Antenatal Results and Choices (ARC)
Website: www.arc-uk.org
Email: info@arc-uk.org Helpline: 0845 077 2290
Antenatal Results and Choices (ARC) provides information and support to parents before, during and after antenatal screening and diagnostic tests, especially those parents making difficult decisions about testing, or about continuing or ending a pregnancy after a diagnosis. ARC offers ongoing support whatever decisions are made.
CLAPA – Cleft Lip and Palate Association
Website: www.clapa.com
Email: info@clapa.com Helpline: 0207 833 4883
CLAPA is the only UK-wide voluntary organisation specifically helping those with, and affected by, cleft lip and palate. Branches are run by people who have benefited from the organisation, often working in partnership with local health professionals. CLAPA has a team of trained Parent Contacts who have personal experience of having a child with a cleft lip and are available to talk to parents after diagnosis.
Down Syndrome Association
Website: www.downs-syndrome.org.uk
Email: info@downs-syndrome.org.uk
Helpline: 0333 1212 300
The Down Syndrome Association is a UK based organisation focussed on all aspects of living successfully with Down’s syndrome. They provide information and run a helpline; provide information about all aspects of living with Down’s syndrome including specialist advisers on benefits, education, health and social care; advise new parents or anyone with questions; promote and facilitate information exchange between members through various groups; advise on employment for people with Down’s syndrome. They also give key messages to the media, public and professionals; influence policy making; responsible for external publications and provide training throughout the UK for members, professionals and carers.
Ffions Gift
Facebook: www.facebook.com/ffionsgift18
Email: ffionsgift@outlook.com
Ffions Gift is a South Wales based registered charity (Charity Number 1167760), that has been created by Ffion’s Mummy, family and friends, in her memory. Ffion was born in the arms of an angel on 1st April 2015. She had been diagnosed with the rare life-limiting genetic condition, Edward Syndrome (Trisomy 18).
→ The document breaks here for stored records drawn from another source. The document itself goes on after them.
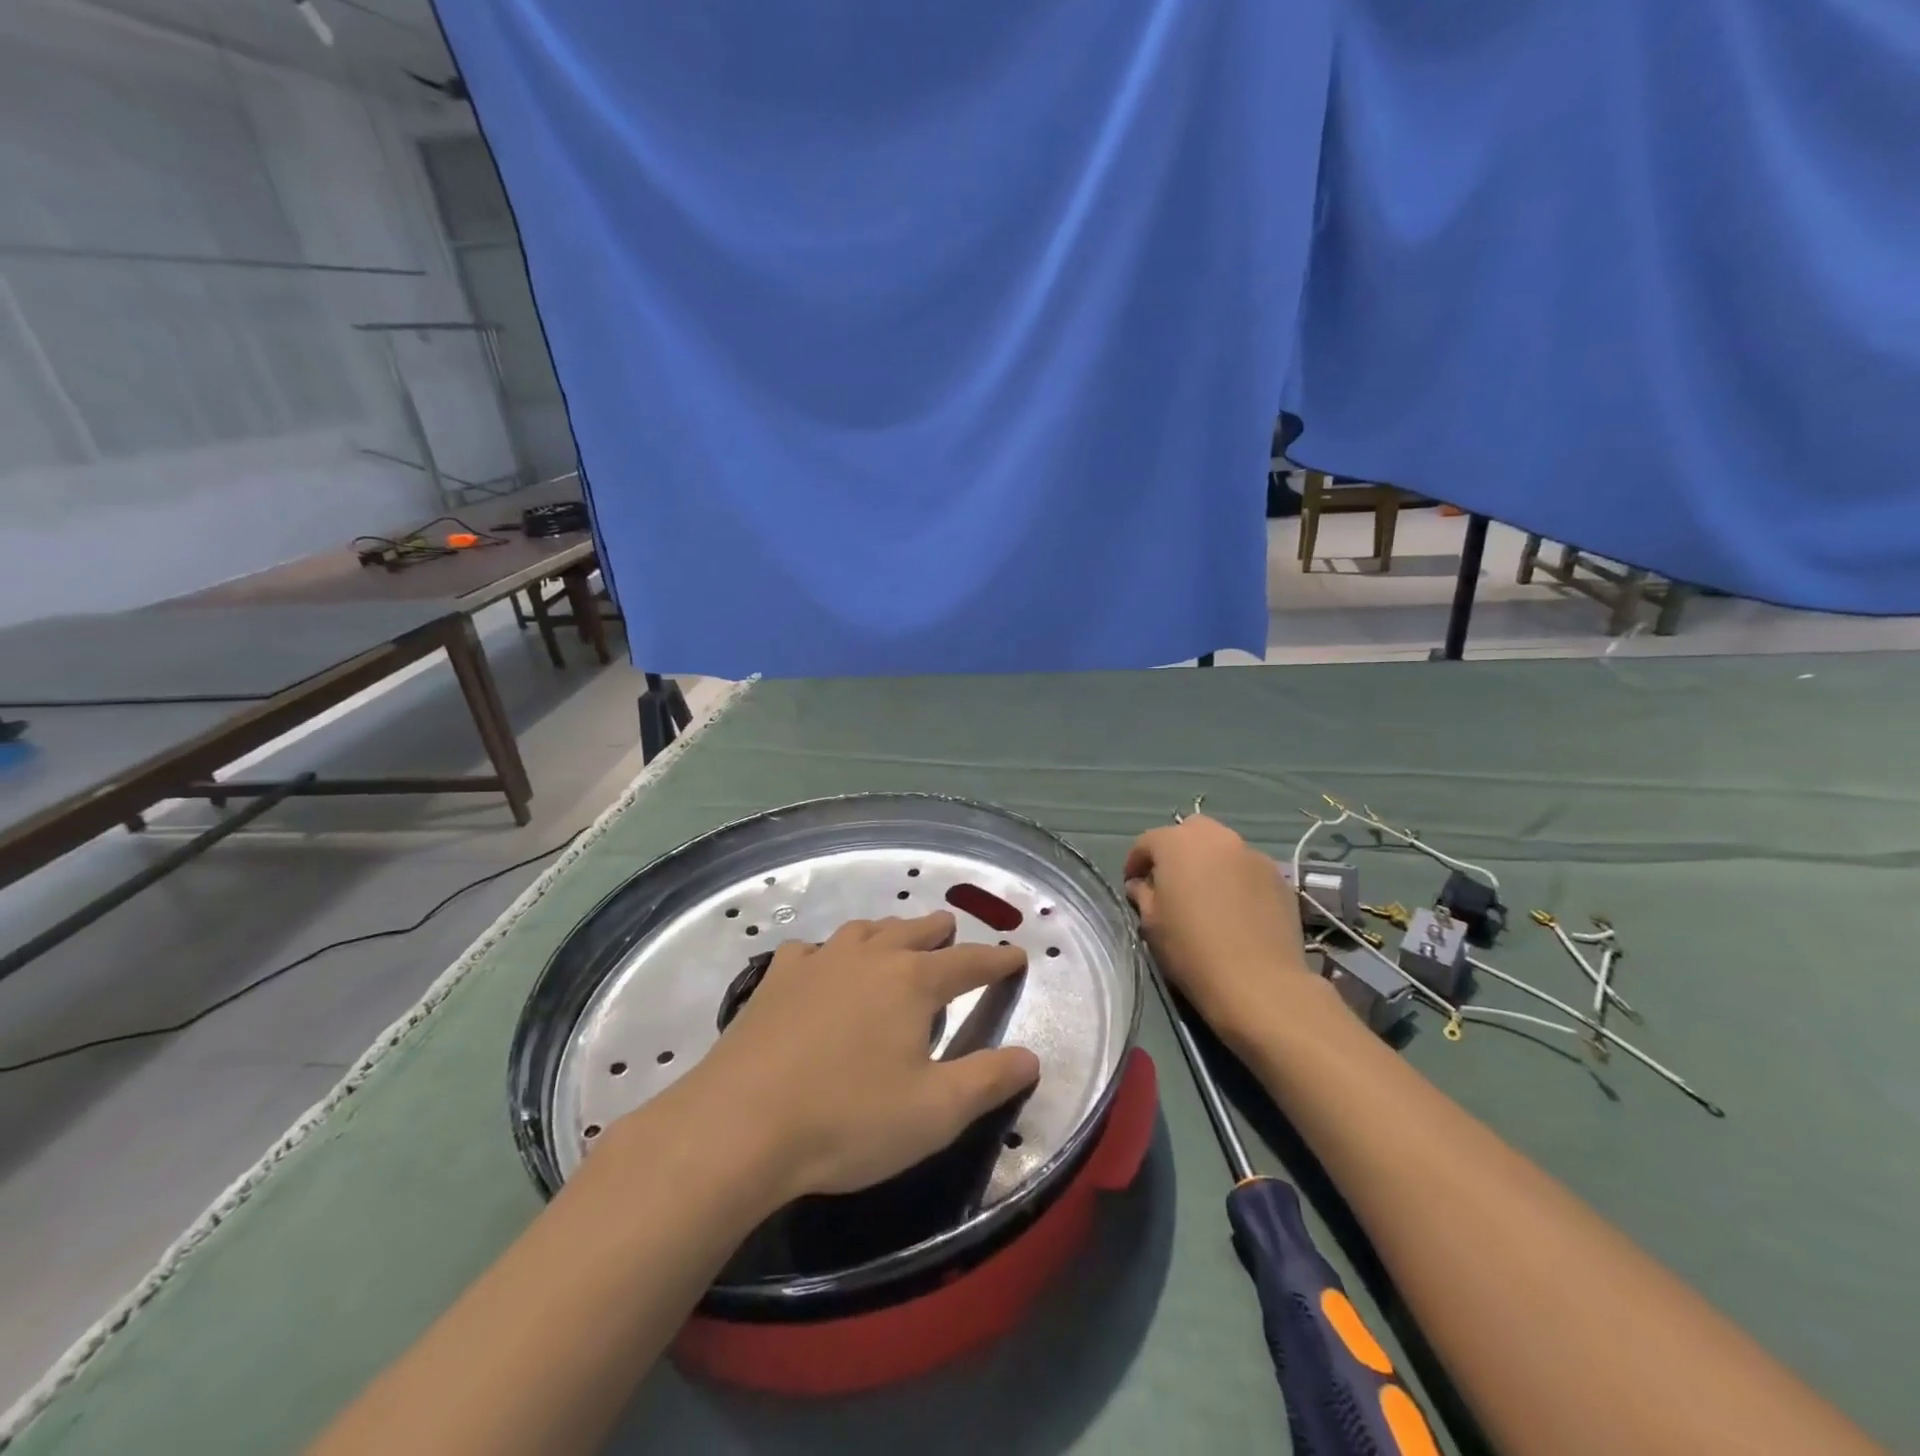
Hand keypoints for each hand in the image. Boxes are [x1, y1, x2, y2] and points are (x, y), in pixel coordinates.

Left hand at [682, 912, 1039, 1204]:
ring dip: (888, 931)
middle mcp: (869, 958)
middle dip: (940, 932)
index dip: (996, 961)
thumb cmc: (849, 1120)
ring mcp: (818, 963)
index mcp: (912, 982)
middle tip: (952, 931)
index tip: (1016, 955)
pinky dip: (829, 951)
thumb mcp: (934, 1112)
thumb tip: (1031, 1057)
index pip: (968, 963)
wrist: (740, 1125)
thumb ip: (988, 1081)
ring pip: (864, 931)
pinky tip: (822, 963)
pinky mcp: (776, 980)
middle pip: (914, 932)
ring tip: (896, 936)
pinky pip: (811, 950)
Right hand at [1124, 815, 1317, 1043]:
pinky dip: (1235, 878)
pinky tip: (1234, 908)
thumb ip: (1143, 894)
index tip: (1132, 885)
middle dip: (1176, 851)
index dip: (1135, 862)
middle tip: (1170, 882)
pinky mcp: (1278, 876)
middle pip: (1189, 832)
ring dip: (1208, 863)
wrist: (1258, 982)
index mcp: (1177, 843)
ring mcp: (1252, 854)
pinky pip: (1247, 868)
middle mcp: (1216, 837)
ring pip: (1222, 848)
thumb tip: (1142, 886)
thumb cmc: (1191, 949)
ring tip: (1205, 894)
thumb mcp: (1151, 923)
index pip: (1147, 841)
They aim to preserve and protect the health of pregnant women who have previously suffered a loss to Edward Syndrome by raising public awareness of Edwards Syndrome (Trisomy 18), campaigning for NHS screening for Edward Syndrome and raising funds to subsidise £100 towards non-invasive prenatal testing (NIPT) for women who have had a previous baby with Edward Syndrome as it is currently only available as a private test in Wales.
Stillbirths and Neonatal Deaths Charity (SANDS)
Website: www.uk-sands.org
Email: helpline@uk-sands.org Helpline: 020 7436 5881
The death of a baby before, during or shortly after birth is a devastating experience with lifelong consequences for the whole family. Sadly, each year thousands of families face such heartache, with over 100 babies dying every week. Although the UK’s stillbirth rate has fallen slightly in recent years, it remains unacceptably high.
SANDS work to support bereaved families and improve the care they receive as well as fund vital research to prevent more families suffering the loss of their precious baby. They support anyone who has been affected by the death of a baby before, during or shortly after birth. They offer emotional support and information for parents, grandparents, siblings, children, families and friends, health professionals and others.